The Daily Telegraph

French rival to Star Wars suffers a fate worse than Death Star

- By Henry Samuel in Paris

FRENCH dreams of creating a Gallic blockbuste­r to rival Star Wars have gone up in smoke after the most expensive film in European cinema history flopped at the domestic box office.

It was hoped that Valerian and the City of a Thousand Planets, a science fiction film starring the pop star Rihanna as an alien stripper, Dane Dehaan, the American actor, and Cara Delevingne, the British supermodel, would take the country’s cinema production to a new level, allowing it to vie with Hollywood.

With a budget of £136 million, the film by French director-producer Luc Besson was the latest to be shot in the Cité du Cinéma, a studio complex dubbed Hollywood-sur-seine, which opened in 2012 with the stated aim of competing with Cinecittà in Rome, Pinewood Studios in London and Babelsberg in Berlin. However, it made just £35million in France and was rescued only by a modest profit worldwide.

Besson had film success with Lucy starring Scarlett Johansson, The Fifth Element with Bruce Willis and Milla Jovovich, and the Taken and Transporte­r franchises. However, after a string of flops and financial losses, Valerian was seen as his make or break moment.

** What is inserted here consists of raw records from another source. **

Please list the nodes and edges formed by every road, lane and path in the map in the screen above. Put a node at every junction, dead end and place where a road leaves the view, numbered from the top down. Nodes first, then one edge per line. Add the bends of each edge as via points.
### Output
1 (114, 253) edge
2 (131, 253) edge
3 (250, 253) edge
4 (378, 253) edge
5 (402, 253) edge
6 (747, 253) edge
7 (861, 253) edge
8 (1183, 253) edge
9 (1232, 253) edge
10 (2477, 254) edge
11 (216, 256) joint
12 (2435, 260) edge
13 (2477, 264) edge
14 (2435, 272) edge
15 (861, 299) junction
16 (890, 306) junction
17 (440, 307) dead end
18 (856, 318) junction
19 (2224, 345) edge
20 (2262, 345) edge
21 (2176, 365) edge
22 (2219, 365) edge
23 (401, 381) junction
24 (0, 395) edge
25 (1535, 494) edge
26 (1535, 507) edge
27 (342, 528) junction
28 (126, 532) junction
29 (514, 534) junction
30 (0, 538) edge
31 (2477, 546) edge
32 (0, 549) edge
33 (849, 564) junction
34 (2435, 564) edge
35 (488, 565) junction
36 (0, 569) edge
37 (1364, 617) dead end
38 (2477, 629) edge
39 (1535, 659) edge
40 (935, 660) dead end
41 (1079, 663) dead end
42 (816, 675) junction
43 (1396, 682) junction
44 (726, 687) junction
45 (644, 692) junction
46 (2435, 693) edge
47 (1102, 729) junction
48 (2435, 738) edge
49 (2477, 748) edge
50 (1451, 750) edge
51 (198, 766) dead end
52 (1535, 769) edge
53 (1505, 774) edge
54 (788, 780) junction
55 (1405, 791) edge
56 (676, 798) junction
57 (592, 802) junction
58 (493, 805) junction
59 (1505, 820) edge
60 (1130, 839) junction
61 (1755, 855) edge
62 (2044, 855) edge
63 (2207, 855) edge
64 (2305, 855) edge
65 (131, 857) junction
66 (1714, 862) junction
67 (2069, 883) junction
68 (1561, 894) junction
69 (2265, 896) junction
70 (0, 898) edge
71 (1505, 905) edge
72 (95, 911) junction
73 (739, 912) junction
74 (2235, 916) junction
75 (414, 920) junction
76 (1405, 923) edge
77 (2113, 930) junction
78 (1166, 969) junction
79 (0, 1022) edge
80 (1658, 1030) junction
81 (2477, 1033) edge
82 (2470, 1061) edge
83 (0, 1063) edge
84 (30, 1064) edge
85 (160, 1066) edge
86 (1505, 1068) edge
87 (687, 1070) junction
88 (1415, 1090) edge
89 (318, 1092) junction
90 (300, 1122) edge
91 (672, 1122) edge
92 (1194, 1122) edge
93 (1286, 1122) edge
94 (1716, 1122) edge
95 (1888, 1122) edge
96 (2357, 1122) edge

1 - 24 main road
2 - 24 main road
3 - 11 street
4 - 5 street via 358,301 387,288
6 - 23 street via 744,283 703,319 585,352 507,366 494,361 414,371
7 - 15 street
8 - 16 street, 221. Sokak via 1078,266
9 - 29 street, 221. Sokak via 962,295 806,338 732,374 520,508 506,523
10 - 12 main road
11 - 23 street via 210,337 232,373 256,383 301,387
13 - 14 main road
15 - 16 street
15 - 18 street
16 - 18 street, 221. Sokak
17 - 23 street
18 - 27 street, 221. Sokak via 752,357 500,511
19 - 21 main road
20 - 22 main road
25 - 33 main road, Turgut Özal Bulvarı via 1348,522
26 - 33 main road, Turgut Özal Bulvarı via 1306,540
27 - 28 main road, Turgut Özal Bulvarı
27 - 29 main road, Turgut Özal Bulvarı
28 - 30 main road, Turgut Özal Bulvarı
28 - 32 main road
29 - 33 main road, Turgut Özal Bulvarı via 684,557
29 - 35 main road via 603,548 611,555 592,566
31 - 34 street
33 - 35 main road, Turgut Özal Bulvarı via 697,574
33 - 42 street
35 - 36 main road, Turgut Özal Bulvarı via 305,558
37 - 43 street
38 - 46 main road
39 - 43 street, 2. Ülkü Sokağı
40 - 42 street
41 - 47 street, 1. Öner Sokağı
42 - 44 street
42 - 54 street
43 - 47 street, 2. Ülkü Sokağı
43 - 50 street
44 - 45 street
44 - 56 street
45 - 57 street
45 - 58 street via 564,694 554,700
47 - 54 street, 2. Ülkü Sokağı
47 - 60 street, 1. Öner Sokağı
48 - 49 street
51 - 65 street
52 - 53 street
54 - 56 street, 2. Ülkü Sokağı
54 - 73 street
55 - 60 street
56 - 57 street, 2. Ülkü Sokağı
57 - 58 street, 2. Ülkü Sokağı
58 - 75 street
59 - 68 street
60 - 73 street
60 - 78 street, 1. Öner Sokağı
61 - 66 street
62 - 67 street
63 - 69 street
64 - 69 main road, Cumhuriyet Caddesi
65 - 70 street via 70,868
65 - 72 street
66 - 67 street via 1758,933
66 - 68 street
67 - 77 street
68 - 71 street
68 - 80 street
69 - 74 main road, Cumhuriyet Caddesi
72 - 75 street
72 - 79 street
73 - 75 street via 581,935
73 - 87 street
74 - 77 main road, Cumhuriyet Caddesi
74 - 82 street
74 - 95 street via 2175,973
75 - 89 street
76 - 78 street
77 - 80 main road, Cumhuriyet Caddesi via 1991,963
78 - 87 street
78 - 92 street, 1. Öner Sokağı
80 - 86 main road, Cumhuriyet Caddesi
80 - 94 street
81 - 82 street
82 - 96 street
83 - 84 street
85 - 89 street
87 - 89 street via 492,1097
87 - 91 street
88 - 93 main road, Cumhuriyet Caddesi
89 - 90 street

Despite the star line-up, the glitzy space romp failed to take off, making under £200million worldwide, faring poorly in the US, where the Hollywood Reporter wrote: “Rihanna should pretend this never happened.”

Besson’s film company, Europacorp, last week announced record losses of $135million in 2016, forcing it to cut its staff to just 10 per cent of its original workforce of 60, reducing budgets to a maximum of £27million per film and cutting its film output by half.

Besson’s next film is set to be an English-language thriller with a female lead, budgeted in the £27 million range.

The failure of Valerian and the City of a Thousand Planets will have left faces red in the French government, which changed the law specifical­ly for Besson after he threatened to make the film in Hungary because generous tax breaks in France only applied to production­s shot in the French language.

 ??  ?? Cara Delevingne, left, and Dane Dehaan in Valerian were labelled by one reviewer as the ‘worst on-screen couple ever’
Cara Delevingne, left, and Dane Dehaan in Valerian were labelled by one reviewer as the ‘worst on-screen couple ever’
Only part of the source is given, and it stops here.